Spring security authrorize based on input parameter criteria

Question

I have a scenario where I need to authorize user based on combination of his permission and input parameter passed.

this is the current scenario

public void bookTicket(String bookingType)
    {
    if (bookingType == "AIR"){
         bookAirTicket();
    }else{
         bookBusTicket();
    }
    }


@PreAuthorize("hasRole('BOOK_AIR')")
private void bookAirTicket(){
}

@PreAuthorize("hasRole('BOOK_BUS')")
private void bookBusTicket(){
}

Can we have some thing like

@PreAuthorize(("hasRole('BOOK_AIR')" AND bookinType='AIR') OR ("hasRole('BOOK_BUS')"  AND bookinType='BUS'))
public void bookTicket(String bookingType)
    {
    if (bookingType == "AIR"){
         bookAirTicket();
    }else{
         bookBusTicket();
    }
    }

Basically I need authorization based in input parameters

Thanks

Answer 1

Yes, you can. Parameters can be accessed as Spring EL variables. In fact the reference manual gives several examples which use method parameters. The class needs to be compiled with debug symbols present (which is usually the case).

Note that the annotation value is a single expressions string:

"(hasRole('BOOK_AIR') and #bookinType == 'AIR') or (hasRole('BOOK_BUS') and #bookinType='BUS')"

In practice, using complicated expressions is rather error-prone.
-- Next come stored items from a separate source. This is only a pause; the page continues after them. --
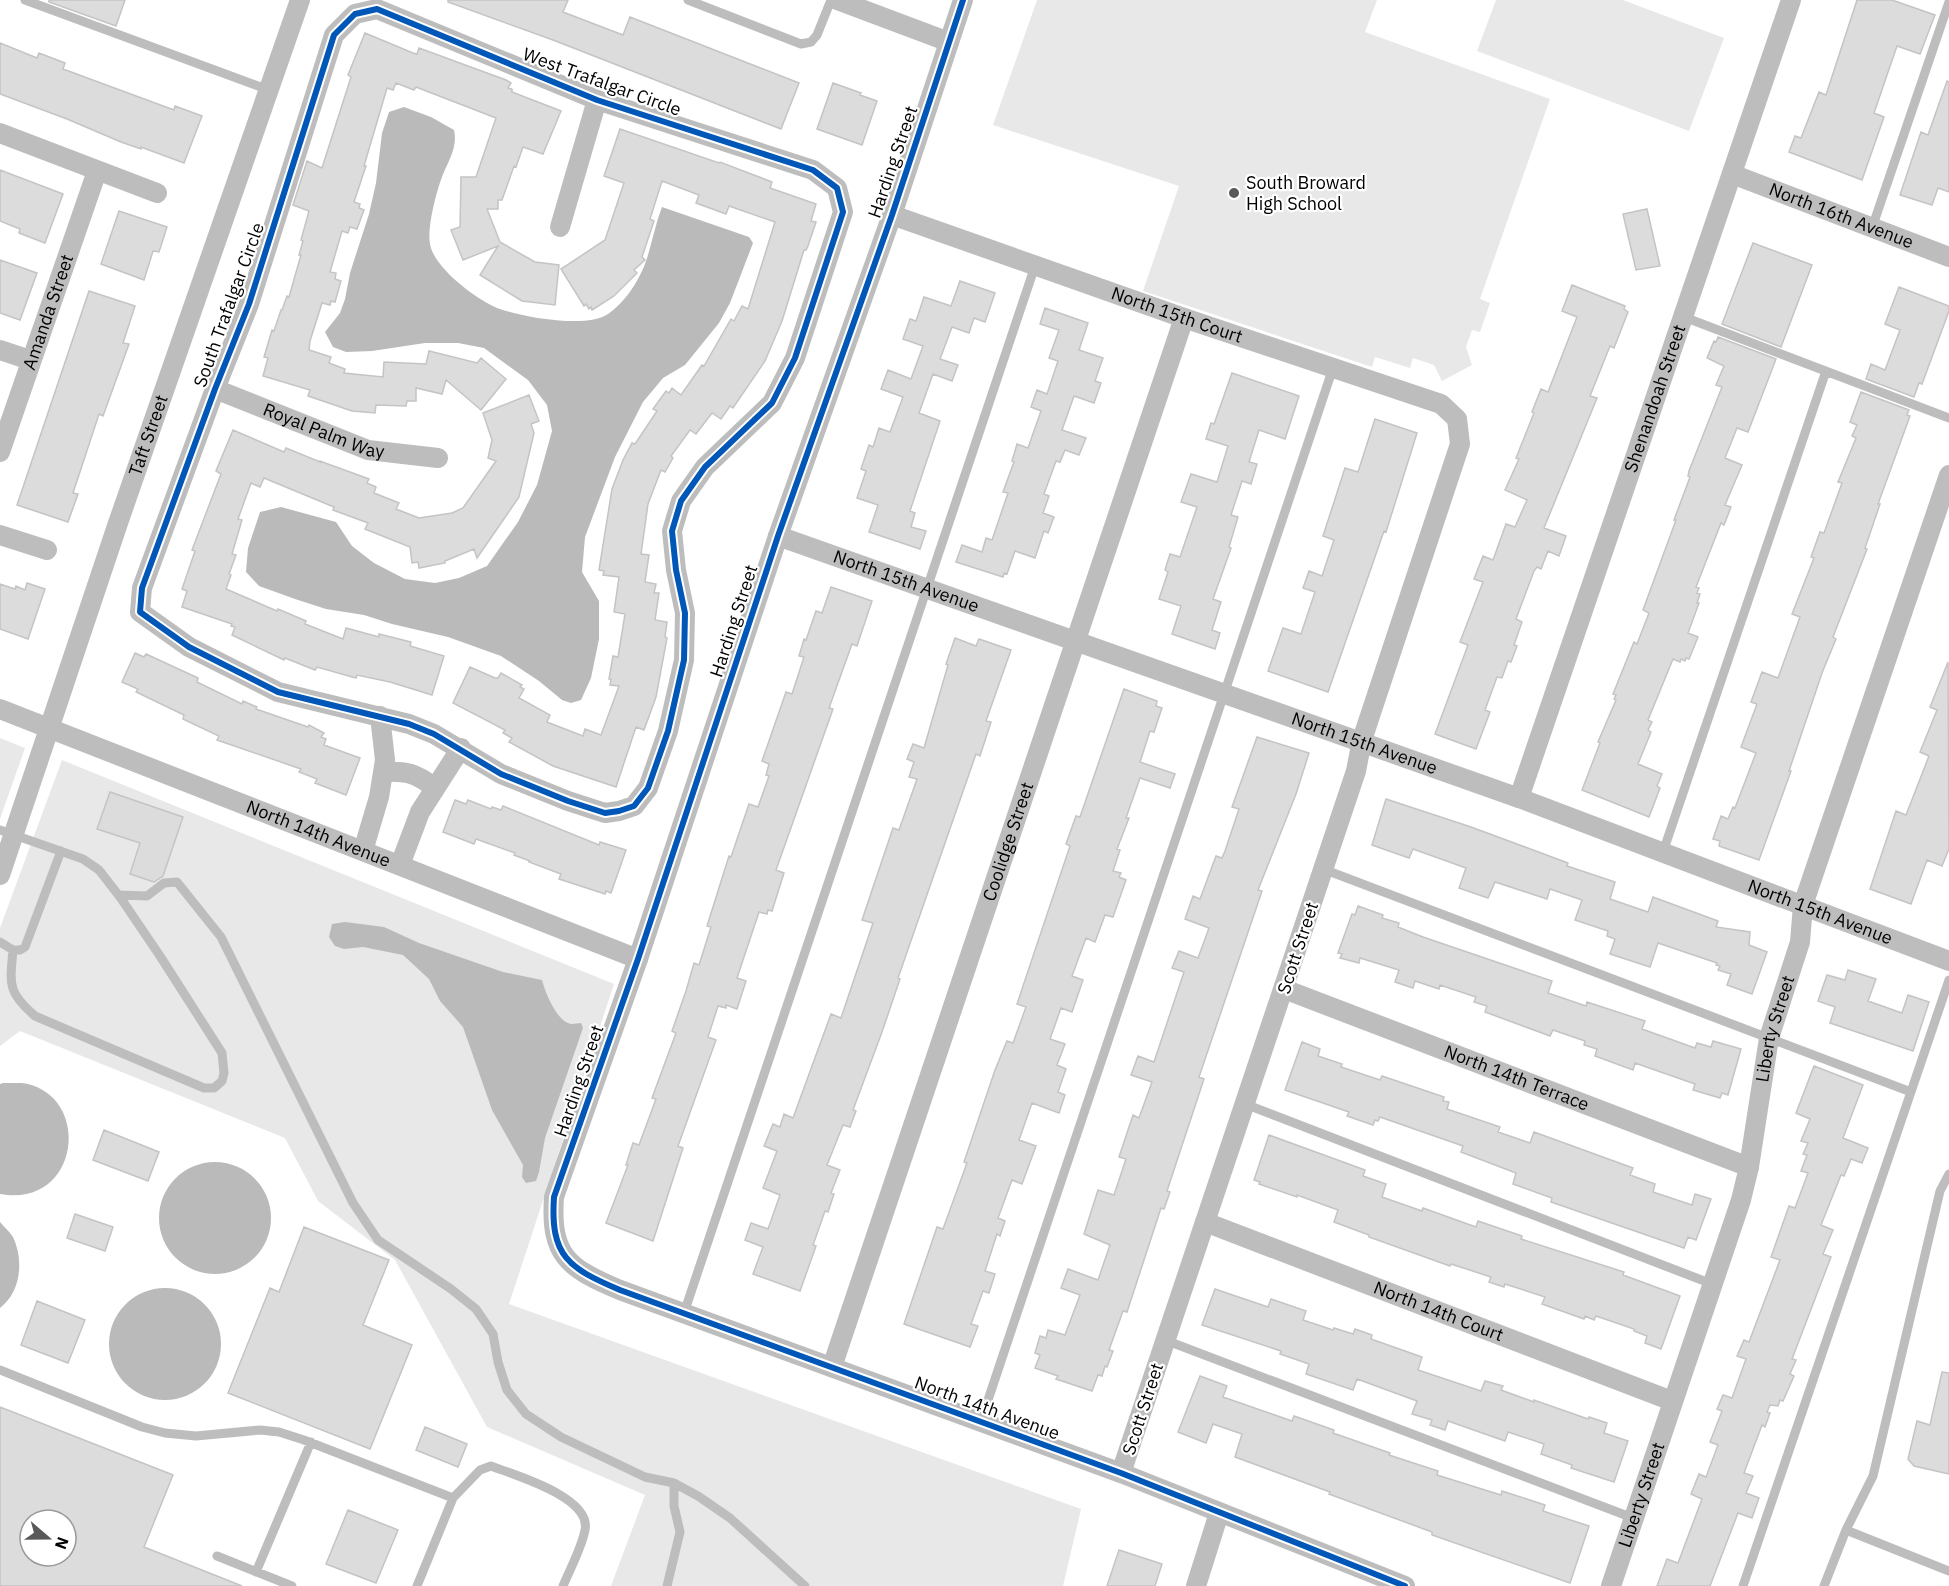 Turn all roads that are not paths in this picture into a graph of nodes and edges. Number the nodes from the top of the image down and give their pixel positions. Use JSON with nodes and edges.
{"nodes":[{"id":1,"x":25,"y":0,"type":"edge"},
{"id":2,"x":300,"y":0,"type":"edge"},
{"id":3,"x":688,"y":0,"type":"edge"},
{"id":4,"x":831,"y":0,"type":"edge"},
{"id":5,"x":837,"y":0,"type":"edge"},
{"id":6,"x":963,"y":0,"type":"edge"},
{"id":7,"x":1790,"y":0,"type":"edge"},
{"id":8,"x":1949,"y":2,"type":"edge"},
{"id":9,"x":355,"y":14,"type":"joint"},
{"id":10,"x":949,"y":42,"type":"junction"},
{"id":11,"x":269,"y":90,"type":"junction"},
{"id":12,"x":597,"y":100,"type":"junction"},
{"id":13,"x":0,"y":133,"type":"edge"},
{"id":14,"x":97,"y":171,"type":"junction"},
{"id":15,"x":1732,"y":174,"type":"junction"},
{"id":16,"x":157,"y":194,"type":"dead end"},
{"id":17,"x":892,"y":215,"type":"junction"},
{"id":18,"x":560,"y":227,"type":"dead end"},
{"id":19,"x":1872,"y":228,"type":"junction"},
{"id":20,"x":1949,"y":257,"type":"edge"},
{"id":21,"x":1035,"y":266,"type":"junction"},
{"id":22,"x":1684,"y":317,"type":"junction"},
{"id":23,"x":1184,"y":318,"type":"junction"},
{"id":24,"x":0,"y":350,"type":"edge"},
{"id":25,"x":30,"y":360,"type":"junction"},
{"id":26,"x":1333,"y":368,"type":"junction"},
{"id":27,"x":1826,"y":371,"type":"junction"},
{"id":28,"x":215,"y":389,"type":"junction"},
{"id":29,"x":1949,"y":418,"type":"edge"},
{"id":30,"x":1457,"y":419,"type":"joint"},
{"id":31,"x":0,"y":452,"type":"edge"},
{"id":32,"x":438,"y":458,"type":"dead end"},
{"id":33,"x":1949,"y":475,"type":"edge"},
{"id":34,"x":0,"y":535,"type":"edge"},
{"id":35,"x":778,"y":536,"type":"junction"},
{"id":36,"x":47,"y":550,"type":"dead end"},
{"id":37,"x":927,"y":589,"type":"junction"},
{"id":38,"x":1077,"y":642,"type":"junction"},
{"id":39,"x":1225,"y":693,"type":"junction"},
{"id":40,"x":0,"y":709,"type":"edge"},
{"id":41,"x":381,"y":716,"type":"junction"},
{"id":42,"x":50,"y":728,"type":"junction"},
{"id":43,"x":1362,"y":740,"type":"junction"},
{"id":44,"x":461,"y":748,"type":"junction"},
{"id":45,"x":384,"y":772,"type":"junction"},
{"id":46,"x":435,"y":787,"type":"junction"},
{"id":47,"x":1519,"y":798,"type":"junction"},
{"id":48,"x":7,"y":832,"type":"edge"},
{"id":49,"x":363,"y":850,"type":"junction"},
{"id":50,"x":61,"y":851,"type":"junction"},
{"id":51,"x":1663,"y":852,"type":"junction"},
{"id":52,"x":400,"y":865,"type":"junction"},
{"id":53,"x":1323,"y":869,"type":"junction"},
{"id":54,"x":0,"y":874,"type":"edge"},
{"id":55,"x":118,"y":894,"type":"junction"},
{"id":56,"x":1803,"y":905,"type":"junction"},
{"id":57,"x":0,"y":942,"type":"edge"},
{"id":58,"x":13,"y":950,"type":"junction"},
{"id":59,"x":639,"y":958,"type":"junction"},
{"id":60,"x":1949,"y":961,"type":"edge"},
{"id":61,"x":1949,"y":980,"type":"edge"},
{"id":62,"x":1284,"y":989,"type":"junction"},
{"id":63,"x":1769,"y":1038,"type":"junction"},
{"id":64,"x":1911,"y":1092,"type":"junction"},
{"id":65,"x":1245,"y":1104,"type":"junction"},
{"id":66,"x":1749,"y":1167,"type":"junction"},
{"id":67,"x":1949,"y":1174,"type":"edge"},
{"id":68,"x":1205,"y":1222,"type":"junction"},
{"id":69,"x":563,"y":1252,"type":"joint"},
{"id":70,"x":1712,"y":1284,"type":"junction"},
{"id":71,"x":684,"y":1313,"type":"junction"},
{"id":72,"x":1165,"y":1340,"type":"junction"},
{"id":73,"x":832,"y":1366,"type":"junction"},
{"id":74,"x":0,"y":1370,"type":"edge"},
{"id":75,"x":1672,"y":1401,"type":"junction"},
{"id":76,"x":981,"y":1421,"type":"junction"},
{"id":77,"x":311,"y":1442,"type":"junction"},
{"id":78,"x":1121,"y":1473,"type":"junction"},
{"id":79,"x":674,"y":1483,"type":"junction"},
{"id":80,"x":453,"y":1498,"type":"junction"},
{"id":81,"x":1219,"y":1513,"type":"junction"},
{"id":82,"x":1633,"y":1518,"type":"junction"},
{"id":83,"x":1846,"y":1530,"type":"junction"},
{"id":84,"x":218,"y":1556,"type":"dead end"},
{"id":85,"x":1949,"y":1571,"type":"edge"},
{"id":86,"x":256,"y":1572,"type":"junction"},
{"id":87,"x":292,"y":1586,"type":"edge"},
{"id":88,"x":417,"y":1586,"type":"edge"},
{"id":89,"x":563,"y":1586,"type":"edge"},
{"id":90,"x":666,"y":1586,"type":"edge"},
{"id":91,"x":805,"y":1586,"type":"edge"},
{"id":92,"x":1196,"y":1586,"type":"edge"},
{"id":93,"x":1405,"y":1586,"type":"edge"},
{"id":94,"x":1611,"y":1586,"type":"edge"},
{"id":95,"x":1743,"y":1586,"type":"edge"},
{"id":96,"x":1824,"y":1586,"type":"edge"}],
"edges":[{"from":1,"to":11,"type":"lane"},
{"from":2,"to":11,"type":"street","name":"Taft Street"},
{"from":3,"to":4,"type":"lane"},
{"from":5,"to":10,"type":"street"},
{"from":6,"to":10,"type":"street","name":"Harding Street"},
{"from":7,"to":15,"type":"street","name":"Shenandoah Street"},
{"from":8,"to":19,"type":"lane"},
{"from":9,"to":12,"type":"street","name":"West Trafalgar Circle"},
{"from":9,"to":28,"type":"street","name":"South Trafalgar Circle"},
{"from":10,"to":17,"type":"street","name":"Harding Street"},
{"from":11,"to":42,"type":"street","name":"Taft Street"},
{"from":12,"to":18,"type":"street"},
{"from":12,"to":44,"type":"street","name":"West Trafalgar Circle"},
{"from":13,"to":14,"type":"street"},
{"from":14,"to":16,"type":"street"},
{"from":14,"to":25,"type":"street","name":"Amanda Street"},
{"from":15,"to":19,"type":"street","name":"North 16th Avenue"},
{"from":15,"to":22,"type":"street","name":"Shenandoah Street"},
{"from":17,"to":21,"type":"street","name":"North 15th Court"},
{"from":17,"to":35,"type":"street","name":"Harding Street"},
{"from":19,"to":20,"type":"street","name":"North 16th Avenue"},
{"from":21,"to":23,"type":"street","name":"North 15th Court"},
{"from":21,"to":37,"type":"lane"},
{"from":22,"to":27,"type":"lane"},
{"from":22,"to":47,"type":"street","name":"Shenandoah Street"},
{"from":23,"to":26,"type":"street","name":"North 15th Court"},
{"from":23,"to":38,"type":"street","name":"Coolidge Street"},
{"from":24,"to":25,"type":"street"},
{"from":25,"to":31,"type":"street","name":"Amanda Street"},
{"from":26,"to":30,"type":"street","name":"North 15th Court"},
{"from":26,"to":39,"type":"lane"},
{"from":27,"to":29,"type":"lane"},
{"from":27,"to":51,"type":"lane"},
{"from":28,"to":32,"type":"street","name":"Royal Palm Way"},
{"from":28,"to":41,"type":"street","name":"South Trafalgar Circle"},
{"from":30,"to":43,"type":"street","name":"Scott Street"},
{"from":33,"to":56,"type":"street","name":"Liberty Street"},
{"from":34,"to":36,"type":"street"},
{"from":35,"to":37,"type":"street","name":"North 15th Avenue"},
{"from":35,"to":59,"type":"street","name":"Harding Street"},
{"from":37,"to":38,"type":"street","name":"North 15th Avenue"},
{"from":37,"to":71,"type":"lane"},
{"from":38,"to":39,"type":"street","name":"North 15th Avenue"},
{"from":38,"to":73,"type":"street","name":"Coolidge Street"},
{"from":39,"to":43,"type":"street","name":"North 15th Avenue"},
{"from":39,"to":76,"type":"lane"},
{"from":40,"to":42,"type":"street","name":"North 14th Avenue"},
{"from":41,"to":44,"type":"street"},
{"from":41,"to":45,"type":"street"},
{"from":42,"to":48,"type":"street","name":"Taft Street"},
{"from":42,"to":49,"type":"street","name":"North 14th Avenue"},
{"from":43,"to":47,"type":"street","name":"North 15th Avenue"},
{"from":43,"to":53,"type":"street","name":"Scott Street"},
{"from":44,"to":46,"type":"street"},
{"from":45,"to":46,"type":"street"},
{"from":45,"to":49,"type":"street"},
{"from":46,"to":52,"type":"street"},
{"from":47,"to":51,"type":"street","name":"North 15th Avenue"},
{"from":48,"to":50,"type":"lane"},
{"from":48,"to":54,"type":"street","name":"Taft Street"},
{"from":49,"to":52,"type":"street","name":"North 14th Avenue"},
{"from":50,"to":55,"type":"lane"},
{"from":50,"to":58,"type":"lane"},
{"from":51,"to":56,"type":"street","name":"North 15th Avenue"},
{"from":52,"to":59,"type":"street","name":"North 14th Avenue"},
{"from":53,"to":62,"type":"street","name":"Scott Street"},
{"from":53,"to":63,"type":"lane"},
{"from":55,"to":58,"type":"lane"},
{"from":55,"to":79,"type":"lane"},
{"from":56,"to":60,"type":"street","name":"North 15th Avenue"},
{"from":56,"to":63,"type":"street","name":"Liberty Street"},
{"from":57,"to":58,"type":"lane"},
{"from":59,"to":69,"type":"street","name":"Harding Street"},
{"from":61,"to":64,"type":"lane"},
{"from":62,"to":65,"type":"street","name":"Scott Street"},
{"from":62,"to":66,"type":"street","name":"North 14th Terrace"},
{"from":63,"to":64,"type":"lane"},
{"from":63,"to":66,"type":"street","name":"Liberty Street"},
{"from":64,"to":95,"type":"lane"},
{"from":65,"to":68,"type":"street","name":"Scott Street"},
{"from":65,"to":70,"type":"lane"},
{"from":66,"to":70,"type":"street","name":"Liberty Street"},
{"from":67,"to":83,"type":"lane"},
{"from":68,"to":72,"type":"street","name":"Scott Street"},
{"from":68,"to":75,"type":"street","name":"North 14th Court"},
{"from":69,"to":71,"type":"street","name":"North 14th Avenue"},
{"from":70,"to":75,"type":"street","name":"Liberty Street"},
{"from":71,"to":73,"type":"street","name":"North 14th Avenue"},
{"from":72,"to":78,"type":"street","name":"Scott Street"},
{"from":72,"to":82,"type":"lane"},
{"from":73,"to":76,"type":"street","name":"North 14th Avenue"},
{"from":74,"to":77,"type":"lane"},
{"from":75,"to":82,"type":"street","name":"Liberty Street"},
{"from":76,"to":78,"type":"street","name":"North 14th Avenue"},
{"from":77,"to":80,"type":"lane"},
{"from":77,"to":86,"type":"lane"},
{"from":78,"to":81,"type":"street","name":"North 14th Avenue"},
{"from":79,"to":90,"type":"lane"},
{"from":79,"to":91,"type":"lane"},
{"from":80,"to":88,"type":"lane"},
{"from":80,"to":89,"type":"lane"},
{"from":81,"to":92,"type":"street"},
{"from":81,"to":93,"type":"street","name":"North 14th Avenue"},
{"from":82,"to":94,"type":"street","name":"Liberty Street"},
{"from":83,"to":85,"type":"lane"},
{"from":83,"to":96,"type":"lane"},
{"from":84,"to":86,"type":"lane"},
{"from":86,"to":87,"type":"lane"}]}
You could also use a simpler expression, something like

"@accessChecker.check('book', #bookinType)"

Where accessChecker is a bean in your application context with a "check" method which returns true or false depending on whether the supplied operation information is allowed (you can check the current user's roles by accessing the security context yourself - you'll find that discussed elsewhere on SO).

You could also look into writing your own AccessDecisionManager or AccessDecisionVoter and plugin the functionality there, but that requires more internal knowledge.